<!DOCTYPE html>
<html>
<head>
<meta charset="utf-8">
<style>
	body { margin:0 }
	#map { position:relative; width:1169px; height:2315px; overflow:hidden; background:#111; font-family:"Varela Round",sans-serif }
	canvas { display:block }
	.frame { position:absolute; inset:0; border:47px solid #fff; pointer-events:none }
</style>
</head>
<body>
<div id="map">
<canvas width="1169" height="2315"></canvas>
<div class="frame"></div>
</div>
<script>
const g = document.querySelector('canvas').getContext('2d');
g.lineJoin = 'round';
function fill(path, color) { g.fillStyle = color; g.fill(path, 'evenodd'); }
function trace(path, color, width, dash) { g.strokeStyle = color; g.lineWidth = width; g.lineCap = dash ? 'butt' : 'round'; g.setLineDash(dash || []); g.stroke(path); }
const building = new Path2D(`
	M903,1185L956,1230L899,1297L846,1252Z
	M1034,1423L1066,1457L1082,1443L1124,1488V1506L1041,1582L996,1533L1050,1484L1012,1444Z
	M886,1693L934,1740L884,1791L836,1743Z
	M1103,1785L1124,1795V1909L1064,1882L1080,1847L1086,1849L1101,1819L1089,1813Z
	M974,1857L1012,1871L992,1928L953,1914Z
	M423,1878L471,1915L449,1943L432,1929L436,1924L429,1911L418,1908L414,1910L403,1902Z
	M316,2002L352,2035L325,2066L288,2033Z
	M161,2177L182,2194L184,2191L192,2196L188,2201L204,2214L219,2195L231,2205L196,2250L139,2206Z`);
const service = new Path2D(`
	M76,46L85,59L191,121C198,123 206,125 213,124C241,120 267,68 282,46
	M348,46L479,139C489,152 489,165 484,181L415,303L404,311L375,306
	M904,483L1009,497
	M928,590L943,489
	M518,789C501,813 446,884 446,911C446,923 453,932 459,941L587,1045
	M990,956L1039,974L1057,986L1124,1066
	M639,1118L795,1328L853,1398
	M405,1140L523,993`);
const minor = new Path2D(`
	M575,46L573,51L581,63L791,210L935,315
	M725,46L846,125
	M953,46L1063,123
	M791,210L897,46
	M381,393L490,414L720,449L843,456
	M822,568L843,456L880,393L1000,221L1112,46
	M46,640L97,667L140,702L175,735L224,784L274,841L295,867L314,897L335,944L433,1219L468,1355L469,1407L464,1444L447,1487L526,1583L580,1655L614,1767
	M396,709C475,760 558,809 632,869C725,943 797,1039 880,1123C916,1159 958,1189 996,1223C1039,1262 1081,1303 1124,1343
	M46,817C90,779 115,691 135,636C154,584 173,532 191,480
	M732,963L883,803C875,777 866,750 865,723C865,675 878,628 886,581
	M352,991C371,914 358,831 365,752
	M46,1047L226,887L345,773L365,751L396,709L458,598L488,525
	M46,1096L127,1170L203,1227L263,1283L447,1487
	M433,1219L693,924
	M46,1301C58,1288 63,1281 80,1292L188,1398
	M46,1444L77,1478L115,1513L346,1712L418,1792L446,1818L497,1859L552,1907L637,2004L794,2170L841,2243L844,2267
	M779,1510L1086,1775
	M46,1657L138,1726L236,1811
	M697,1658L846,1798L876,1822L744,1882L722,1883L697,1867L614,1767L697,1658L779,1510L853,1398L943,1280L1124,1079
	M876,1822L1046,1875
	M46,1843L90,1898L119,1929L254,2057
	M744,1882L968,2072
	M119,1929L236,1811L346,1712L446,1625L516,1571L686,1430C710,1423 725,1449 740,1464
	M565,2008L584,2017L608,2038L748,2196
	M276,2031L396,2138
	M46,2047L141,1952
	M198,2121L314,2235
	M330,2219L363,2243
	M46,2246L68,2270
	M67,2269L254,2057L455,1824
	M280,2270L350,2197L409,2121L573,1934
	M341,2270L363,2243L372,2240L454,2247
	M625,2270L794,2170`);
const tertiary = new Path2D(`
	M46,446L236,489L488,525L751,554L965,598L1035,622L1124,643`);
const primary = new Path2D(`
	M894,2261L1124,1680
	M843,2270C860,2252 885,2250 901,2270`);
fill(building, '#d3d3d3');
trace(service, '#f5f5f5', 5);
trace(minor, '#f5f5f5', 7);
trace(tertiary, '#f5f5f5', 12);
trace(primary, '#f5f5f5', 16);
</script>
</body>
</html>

------------------------------

**WORK INSTRUCTIONS**:
The answer is the line containing "M46,2047L141,1952" together with every line after it in the records, repeated exactly and with nothing else.

**RESPONSE BOX**:
	M46,2047L141,1952
	M198,2121L314,2235
	M330,2219L363,2243
	M46,2246L68,2270
	M67,2269L254,2057L455,1824
	M280,2270L350,2197L409,2121L573,1934
	M341,2270L363,2243L372,2240L454,2247
	M625,2270L794,2170`);
const tertiary = new Path2D(`
	M46,446L236,489L488,525L751,554L965,598L1035,622L1124,643`);
const primary = new Path2D(`
	M894,2261L1124,1680
	M843,2270C860,2252 885,2250 901,2270`);
fill(building, '#d3d3d3');
trace(service, '#f5f5f5', 5);
trace(minor, '#f5f5f5', 7);
trace(tertiary, '#f5f5f5', 12);
trace(primary, '#f5f5f5', 16);
</script>
</body>
</html>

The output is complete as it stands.